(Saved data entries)
::::::::::

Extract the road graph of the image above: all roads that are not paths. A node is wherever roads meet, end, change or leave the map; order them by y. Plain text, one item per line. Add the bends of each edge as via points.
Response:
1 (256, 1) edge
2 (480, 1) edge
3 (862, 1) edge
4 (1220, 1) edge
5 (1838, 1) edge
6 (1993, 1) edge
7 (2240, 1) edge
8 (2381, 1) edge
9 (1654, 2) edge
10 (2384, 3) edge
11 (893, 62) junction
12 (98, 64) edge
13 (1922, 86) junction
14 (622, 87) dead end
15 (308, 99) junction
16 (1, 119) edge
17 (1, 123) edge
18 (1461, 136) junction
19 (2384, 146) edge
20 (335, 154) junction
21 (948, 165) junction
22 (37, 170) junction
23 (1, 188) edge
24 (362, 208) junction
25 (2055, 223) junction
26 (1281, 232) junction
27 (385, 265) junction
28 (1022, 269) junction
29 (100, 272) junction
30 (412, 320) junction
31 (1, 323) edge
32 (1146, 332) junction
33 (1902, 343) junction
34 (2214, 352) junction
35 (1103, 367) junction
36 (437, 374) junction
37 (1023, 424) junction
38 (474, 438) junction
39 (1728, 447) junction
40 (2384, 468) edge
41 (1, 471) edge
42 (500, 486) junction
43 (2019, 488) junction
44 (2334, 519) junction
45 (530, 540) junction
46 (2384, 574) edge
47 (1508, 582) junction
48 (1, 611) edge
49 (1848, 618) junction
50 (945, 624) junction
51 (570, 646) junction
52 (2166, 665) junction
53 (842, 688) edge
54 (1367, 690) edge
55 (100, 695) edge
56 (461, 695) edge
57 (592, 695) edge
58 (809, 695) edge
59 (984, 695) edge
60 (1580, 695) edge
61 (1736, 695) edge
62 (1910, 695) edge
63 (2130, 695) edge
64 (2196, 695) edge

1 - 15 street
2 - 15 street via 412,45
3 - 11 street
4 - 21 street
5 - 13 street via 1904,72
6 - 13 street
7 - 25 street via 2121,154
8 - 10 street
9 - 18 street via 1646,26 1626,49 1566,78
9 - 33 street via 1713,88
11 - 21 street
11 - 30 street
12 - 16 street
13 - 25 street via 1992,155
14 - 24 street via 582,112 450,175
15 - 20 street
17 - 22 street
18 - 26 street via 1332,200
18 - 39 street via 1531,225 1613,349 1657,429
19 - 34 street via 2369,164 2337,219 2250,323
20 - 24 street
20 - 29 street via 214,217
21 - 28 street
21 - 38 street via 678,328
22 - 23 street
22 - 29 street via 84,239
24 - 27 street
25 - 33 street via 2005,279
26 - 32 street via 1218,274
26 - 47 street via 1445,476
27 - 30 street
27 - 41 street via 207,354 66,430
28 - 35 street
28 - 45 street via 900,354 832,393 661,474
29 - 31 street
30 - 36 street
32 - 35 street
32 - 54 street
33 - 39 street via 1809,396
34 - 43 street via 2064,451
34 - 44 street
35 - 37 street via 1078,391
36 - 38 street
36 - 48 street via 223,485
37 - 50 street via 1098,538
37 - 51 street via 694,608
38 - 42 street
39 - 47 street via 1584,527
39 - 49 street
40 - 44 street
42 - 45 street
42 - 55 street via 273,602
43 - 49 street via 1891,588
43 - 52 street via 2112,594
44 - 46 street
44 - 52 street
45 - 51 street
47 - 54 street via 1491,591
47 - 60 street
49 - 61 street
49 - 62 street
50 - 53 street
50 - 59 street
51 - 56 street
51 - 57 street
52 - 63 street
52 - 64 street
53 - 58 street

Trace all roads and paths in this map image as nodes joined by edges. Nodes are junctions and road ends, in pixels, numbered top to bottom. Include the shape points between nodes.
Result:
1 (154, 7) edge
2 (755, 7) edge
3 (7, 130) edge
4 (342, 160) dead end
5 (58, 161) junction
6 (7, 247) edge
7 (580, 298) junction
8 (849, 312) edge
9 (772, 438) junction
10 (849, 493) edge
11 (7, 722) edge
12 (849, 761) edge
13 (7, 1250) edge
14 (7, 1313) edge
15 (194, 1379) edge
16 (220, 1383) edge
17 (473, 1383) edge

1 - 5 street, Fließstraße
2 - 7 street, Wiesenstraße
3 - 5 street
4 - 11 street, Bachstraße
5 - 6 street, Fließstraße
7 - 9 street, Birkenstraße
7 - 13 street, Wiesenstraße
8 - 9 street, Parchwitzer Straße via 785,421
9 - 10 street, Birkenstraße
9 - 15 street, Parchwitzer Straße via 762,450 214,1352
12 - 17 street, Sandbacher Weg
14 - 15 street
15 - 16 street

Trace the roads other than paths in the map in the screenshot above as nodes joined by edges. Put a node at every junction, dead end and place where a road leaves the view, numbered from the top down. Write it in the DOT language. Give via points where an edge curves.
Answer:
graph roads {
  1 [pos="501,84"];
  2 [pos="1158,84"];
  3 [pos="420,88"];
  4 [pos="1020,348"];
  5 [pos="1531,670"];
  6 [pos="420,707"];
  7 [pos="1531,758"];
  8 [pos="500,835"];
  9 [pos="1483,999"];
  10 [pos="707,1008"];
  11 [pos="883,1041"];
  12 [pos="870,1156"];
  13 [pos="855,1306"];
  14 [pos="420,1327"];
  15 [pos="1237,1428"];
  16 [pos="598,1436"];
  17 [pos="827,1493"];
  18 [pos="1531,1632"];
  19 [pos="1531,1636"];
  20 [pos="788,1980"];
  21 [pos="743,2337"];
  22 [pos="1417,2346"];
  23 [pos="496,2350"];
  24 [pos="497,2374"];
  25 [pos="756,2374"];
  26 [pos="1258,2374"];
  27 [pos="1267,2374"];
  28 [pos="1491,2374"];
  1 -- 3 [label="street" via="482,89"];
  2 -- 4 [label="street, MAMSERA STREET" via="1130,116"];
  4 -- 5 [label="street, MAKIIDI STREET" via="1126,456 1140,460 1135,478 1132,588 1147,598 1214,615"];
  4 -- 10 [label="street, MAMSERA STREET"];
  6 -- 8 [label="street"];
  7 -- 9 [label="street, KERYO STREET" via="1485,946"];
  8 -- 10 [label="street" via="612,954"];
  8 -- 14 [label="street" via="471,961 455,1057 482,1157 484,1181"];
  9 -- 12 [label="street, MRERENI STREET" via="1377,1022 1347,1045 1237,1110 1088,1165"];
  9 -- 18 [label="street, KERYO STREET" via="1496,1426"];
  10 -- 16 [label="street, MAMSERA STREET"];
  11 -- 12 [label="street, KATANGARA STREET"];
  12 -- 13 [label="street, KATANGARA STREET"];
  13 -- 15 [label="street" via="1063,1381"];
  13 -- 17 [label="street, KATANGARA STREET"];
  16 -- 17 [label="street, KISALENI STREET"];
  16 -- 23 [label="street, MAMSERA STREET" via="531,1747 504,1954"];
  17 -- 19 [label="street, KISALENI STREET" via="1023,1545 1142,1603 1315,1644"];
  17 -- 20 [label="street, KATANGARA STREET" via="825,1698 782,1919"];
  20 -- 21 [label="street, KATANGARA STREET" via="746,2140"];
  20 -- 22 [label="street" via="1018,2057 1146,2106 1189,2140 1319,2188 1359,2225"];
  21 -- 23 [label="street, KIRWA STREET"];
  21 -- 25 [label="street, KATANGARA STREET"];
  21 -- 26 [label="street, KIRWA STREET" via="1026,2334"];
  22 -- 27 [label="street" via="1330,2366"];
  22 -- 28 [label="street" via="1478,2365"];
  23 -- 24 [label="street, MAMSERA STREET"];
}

::::::::::

Goal of the exercise:
Looking at the records above, say how many lines contain the string "nodes". Give the number and no other words.

Output of the exercise:
2